* Directions for this task
Look through the entries below and show every line containing the word "type".

(Beginning of Exercise material)

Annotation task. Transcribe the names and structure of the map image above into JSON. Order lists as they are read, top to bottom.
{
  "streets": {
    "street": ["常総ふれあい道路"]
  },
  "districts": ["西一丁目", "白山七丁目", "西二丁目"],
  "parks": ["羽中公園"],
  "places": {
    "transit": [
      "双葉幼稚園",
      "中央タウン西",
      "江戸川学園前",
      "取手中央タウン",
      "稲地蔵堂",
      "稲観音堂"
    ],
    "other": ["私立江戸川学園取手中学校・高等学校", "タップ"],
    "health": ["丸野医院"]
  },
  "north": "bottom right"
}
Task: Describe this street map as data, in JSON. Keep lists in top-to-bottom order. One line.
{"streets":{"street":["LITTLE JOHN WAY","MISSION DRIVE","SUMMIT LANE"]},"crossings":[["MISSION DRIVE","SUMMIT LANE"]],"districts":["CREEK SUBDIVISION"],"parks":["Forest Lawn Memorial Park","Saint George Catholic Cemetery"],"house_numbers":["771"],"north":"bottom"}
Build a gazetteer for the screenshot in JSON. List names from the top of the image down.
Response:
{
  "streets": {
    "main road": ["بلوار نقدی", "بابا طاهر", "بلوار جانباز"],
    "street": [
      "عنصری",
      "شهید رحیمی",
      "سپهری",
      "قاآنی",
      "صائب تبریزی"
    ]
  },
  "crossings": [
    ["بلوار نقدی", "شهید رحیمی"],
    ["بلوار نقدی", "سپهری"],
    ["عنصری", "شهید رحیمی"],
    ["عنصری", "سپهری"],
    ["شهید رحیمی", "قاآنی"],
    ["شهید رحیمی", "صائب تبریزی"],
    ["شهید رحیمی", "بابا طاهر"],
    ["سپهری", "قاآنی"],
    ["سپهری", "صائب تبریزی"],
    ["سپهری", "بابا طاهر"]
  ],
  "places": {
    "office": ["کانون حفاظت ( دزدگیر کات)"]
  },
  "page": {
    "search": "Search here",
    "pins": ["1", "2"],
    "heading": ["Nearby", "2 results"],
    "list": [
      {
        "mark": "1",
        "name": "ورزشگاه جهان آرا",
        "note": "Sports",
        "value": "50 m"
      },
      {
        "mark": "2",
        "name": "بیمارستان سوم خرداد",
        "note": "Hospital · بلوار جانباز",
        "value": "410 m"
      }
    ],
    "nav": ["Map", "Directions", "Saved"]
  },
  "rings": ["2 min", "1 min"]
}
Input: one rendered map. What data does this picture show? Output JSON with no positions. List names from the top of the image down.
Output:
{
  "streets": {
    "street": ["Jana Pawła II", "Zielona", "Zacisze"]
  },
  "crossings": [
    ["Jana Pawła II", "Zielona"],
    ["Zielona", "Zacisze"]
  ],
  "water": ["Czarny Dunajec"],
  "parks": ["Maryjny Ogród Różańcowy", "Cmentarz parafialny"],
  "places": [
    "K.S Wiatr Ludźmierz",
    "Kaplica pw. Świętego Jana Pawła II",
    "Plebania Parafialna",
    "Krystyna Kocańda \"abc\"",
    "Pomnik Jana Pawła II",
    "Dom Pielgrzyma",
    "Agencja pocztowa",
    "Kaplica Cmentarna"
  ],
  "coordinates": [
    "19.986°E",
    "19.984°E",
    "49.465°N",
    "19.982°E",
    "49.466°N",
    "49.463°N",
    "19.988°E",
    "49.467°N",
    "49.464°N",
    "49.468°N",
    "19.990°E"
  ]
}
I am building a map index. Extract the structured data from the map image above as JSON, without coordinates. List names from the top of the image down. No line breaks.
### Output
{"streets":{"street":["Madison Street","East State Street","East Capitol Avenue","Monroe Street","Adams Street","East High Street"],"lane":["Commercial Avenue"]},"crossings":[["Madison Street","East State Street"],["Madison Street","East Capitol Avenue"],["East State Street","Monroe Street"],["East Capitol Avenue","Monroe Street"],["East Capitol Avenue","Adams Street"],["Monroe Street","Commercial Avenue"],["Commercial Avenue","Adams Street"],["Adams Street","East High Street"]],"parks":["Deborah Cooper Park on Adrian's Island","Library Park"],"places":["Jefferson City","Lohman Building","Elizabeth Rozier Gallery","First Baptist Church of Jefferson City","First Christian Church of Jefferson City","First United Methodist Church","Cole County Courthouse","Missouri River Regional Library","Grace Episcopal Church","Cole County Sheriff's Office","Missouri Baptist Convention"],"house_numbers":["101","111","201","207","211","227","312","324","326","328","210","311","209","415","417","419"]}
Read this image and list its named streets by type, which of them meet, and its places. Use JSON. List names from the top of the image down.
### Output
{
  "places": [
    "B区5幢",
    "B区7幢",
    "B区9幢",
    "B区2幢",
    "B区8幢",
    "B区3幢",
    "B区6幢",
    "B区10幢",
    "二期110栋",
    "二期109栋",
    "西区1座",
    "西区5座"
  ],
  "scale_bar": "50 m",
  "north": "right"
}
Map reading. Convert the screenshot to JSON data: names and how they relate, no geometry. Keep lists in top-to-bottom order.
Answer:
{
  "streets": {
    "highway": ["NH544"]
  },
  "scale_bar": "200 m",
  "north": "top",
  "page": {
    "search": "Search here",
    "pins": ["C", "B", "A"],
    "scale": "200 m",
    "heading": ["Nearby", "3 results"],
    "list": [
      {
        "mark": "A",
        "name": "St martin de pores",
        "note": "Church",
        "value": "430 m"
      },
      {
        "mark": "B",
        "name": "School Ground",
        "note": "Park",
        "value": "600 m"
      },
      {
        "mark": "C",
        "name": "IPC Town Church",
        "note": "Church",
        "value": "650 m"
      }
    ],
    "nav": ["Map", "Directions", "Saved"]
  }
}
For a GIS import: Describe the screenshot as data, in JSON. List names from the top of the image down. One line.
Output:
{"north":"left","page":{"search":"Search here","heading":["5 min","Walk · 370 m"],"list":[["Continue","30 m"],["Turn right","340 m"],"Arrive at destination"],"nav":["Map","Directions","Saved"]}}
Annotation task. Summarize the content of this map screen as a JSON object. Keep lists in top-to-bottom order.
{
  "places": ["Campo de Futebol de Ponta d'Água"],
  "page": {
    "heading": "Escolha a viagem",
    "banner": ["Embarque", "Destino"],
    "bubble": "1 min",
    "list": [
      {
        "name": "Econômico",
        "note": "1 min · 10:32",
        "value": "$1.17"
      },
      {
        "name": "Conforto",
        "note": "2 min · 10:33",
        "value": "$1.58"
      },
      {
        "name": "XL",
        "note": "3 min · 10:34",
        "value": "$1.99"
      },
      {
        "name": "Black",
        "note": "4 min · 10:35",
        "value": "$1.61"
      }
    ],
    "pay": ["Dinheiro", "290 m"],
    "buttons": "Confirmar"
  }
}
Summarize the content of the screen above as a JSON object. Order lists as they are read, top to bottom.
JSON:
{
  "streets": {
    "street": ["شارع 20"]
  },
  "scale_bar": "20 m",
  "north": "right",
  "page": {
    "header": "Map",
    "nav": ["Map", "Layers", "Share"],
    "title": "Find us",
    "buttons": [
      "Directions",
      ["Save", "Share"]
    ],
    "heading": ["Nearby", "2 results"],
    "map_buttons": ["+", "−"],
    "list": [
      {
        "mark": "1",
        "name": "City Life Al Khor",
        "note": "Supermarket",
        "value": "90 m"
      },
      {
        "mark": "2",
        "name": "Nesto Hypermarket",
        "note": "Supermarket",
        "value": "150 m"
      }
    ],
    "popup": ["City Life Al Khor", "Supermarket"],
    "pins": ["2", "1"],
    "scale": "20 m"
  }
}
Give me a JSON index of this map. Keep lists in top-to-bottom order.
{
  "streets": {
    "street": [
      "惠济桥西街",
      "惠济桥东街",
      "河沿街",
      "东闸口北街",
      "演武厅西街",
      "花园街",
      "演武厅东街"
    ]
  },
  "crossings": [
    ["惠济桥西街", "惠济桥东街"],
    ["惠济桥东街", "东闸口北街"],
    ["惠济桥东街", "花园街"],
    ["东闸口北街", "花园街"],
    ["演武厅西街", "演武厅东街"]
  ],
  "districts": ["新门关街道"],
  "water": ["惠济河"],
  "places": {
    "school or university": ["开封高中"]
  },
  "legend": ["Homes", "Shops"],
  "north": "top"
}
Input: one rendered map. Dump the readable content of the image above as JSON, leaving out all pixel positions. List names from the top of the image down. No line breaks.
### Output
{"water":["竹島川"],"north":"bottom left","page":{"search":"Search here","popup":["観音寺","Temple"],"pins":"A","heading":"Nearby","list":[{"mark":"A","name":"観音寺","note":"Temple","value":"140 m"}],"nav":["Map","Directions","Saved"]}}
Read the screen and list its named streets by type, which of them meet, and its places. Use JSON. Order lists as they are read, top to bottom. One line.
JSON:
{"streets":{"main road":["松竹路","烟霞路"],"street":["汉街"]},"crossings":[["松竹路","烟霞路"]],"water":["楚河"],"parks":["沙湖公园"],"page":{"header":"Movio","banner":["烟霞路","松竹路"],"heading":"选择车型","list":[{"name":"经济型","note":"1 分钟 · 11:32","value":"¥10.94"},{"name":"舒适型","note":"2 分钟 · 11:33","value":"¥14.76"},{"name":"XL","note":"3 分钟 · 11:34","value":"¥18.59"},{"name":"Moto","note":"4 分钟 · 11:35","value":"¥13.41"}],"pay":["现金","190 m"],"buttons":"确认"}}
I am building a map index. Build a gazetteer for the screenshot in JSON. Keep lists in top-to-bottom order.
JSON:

(End of Exercise material)

* Expected output
Read this image and list its named streets by type, which of them meet, and its places. Use JSON. List names from the top of the image down.
Read the screen and list its named streets by type, which of them meet, and its places. Use JSON. Order lists as they are read, top to bottom. One line.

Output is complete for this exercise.